Menurut Panut, dialog dengan mahasiswa sangat penting untuk dapat menyelesaikan berbagai permasalahan di UGM. Dwikorita merasa kampus harus terbuka terhadap segala aspirasi mahasiswa. Menurut Erwan demokrasi di kampus harus bersifat partisipatif, aspiratif, dan transparan terhadap mahasiswa. Erwan juga menambahkan, kebebasan berpendapat mahasiswa sudah terjamin oleh Statuta UGM dan terjamin oleh perangkat keamanan UGM. Mahasiswa sangat penting bagi keberadaan UGM, karena mahasiswa adalah inti dari universitas menurut Titi, Ali, dan Drajad.

Mengenai Majelis Wali Amanat (MWA), Paripurna mengatakan bila yang terpenting adalah kualitas dari anggota MWA yang sudah dipilih secara demokratis, bukan masalah jabatan anggota MWA yang merangkap.
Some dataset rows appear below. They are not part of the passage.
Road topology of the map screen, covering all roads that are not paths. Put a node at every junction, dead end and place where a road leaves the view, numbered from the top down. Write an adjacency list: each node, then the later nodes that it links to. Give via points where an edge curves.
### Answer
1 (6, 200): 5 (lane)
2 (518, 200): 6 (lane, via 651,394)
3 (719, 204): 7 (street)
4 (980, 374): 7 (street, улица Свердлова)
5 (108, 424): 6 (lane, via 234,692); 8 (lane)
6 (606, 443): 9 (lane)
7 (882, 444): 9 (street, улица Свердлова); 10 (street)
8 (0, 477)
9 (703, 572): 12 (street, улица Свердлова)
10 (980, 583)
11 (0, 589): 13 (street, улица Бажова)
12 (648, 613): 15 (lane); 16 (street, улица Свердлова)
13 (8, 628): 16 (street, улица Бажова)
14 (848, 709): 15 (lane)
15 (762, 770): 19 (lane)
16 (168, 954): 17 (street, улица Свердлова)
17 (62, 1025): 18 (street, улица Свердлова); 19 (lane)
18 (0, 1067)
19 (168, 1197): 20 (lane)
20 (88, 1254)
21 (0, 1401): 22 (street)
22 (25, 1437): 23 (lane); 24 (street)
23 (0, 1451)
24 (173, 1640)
Erwan juga berpendapat bila perlu adanya ruang bagi mahasiswa sehingga MWA juga mencerminkan suara mahasiswa.

Mengenai kebijakan portalisasi, Panut dan Dwikorita menilai perlunya UGM untuk menjamin keamanan dan kenyamanan bagi mahasiswa. UGM tidak menutup akses masuk masyarakat untuk ke wilayah UGM, melainkan mencatat masyarakat yang masuk untuk menghindari terjadinya hal yang tidak diinginkan. Durasi yang terbatas mengakibatkan balon rektor tidak dapat menjawab seluruh aspirasi yang dikemukakan oleh mahasiswa.

Pukul 16.20, sekretaris Majelis Wali Amanat sekaligus ketua Panitia Kerja Prof. Dr. Ir. Indarto DEA. menutup forum dan mengingatkan rektor yang nantinya terpilih untuk mendengarkan dan merundingkan aspirasi yang telah disuarakan oleh mahasiswa. Lalu, Alfath Bagus memberi tanggapan ketidakpuasan atas pelaksanaan forum. Ia berharap untuk diadakannya lagi forum bersama calon rektor yang difasilitasi oleh Keluarga Mahasiswa UGM. Pelaksanaan forum berakhir pukul 16.40. Tahapan selanjutnya dalam seleksi dan pemilihan calon rektor UGM adalah seleksi oleh Senat Akademik yang akan dilaksanakan 3-7 April 2017. Mahasiswa yang ingin menyalurkan aspirasinya masih bisa dilakukan melalui laman aspirasi.ugm.ac.id hingga 31 Maret 2017.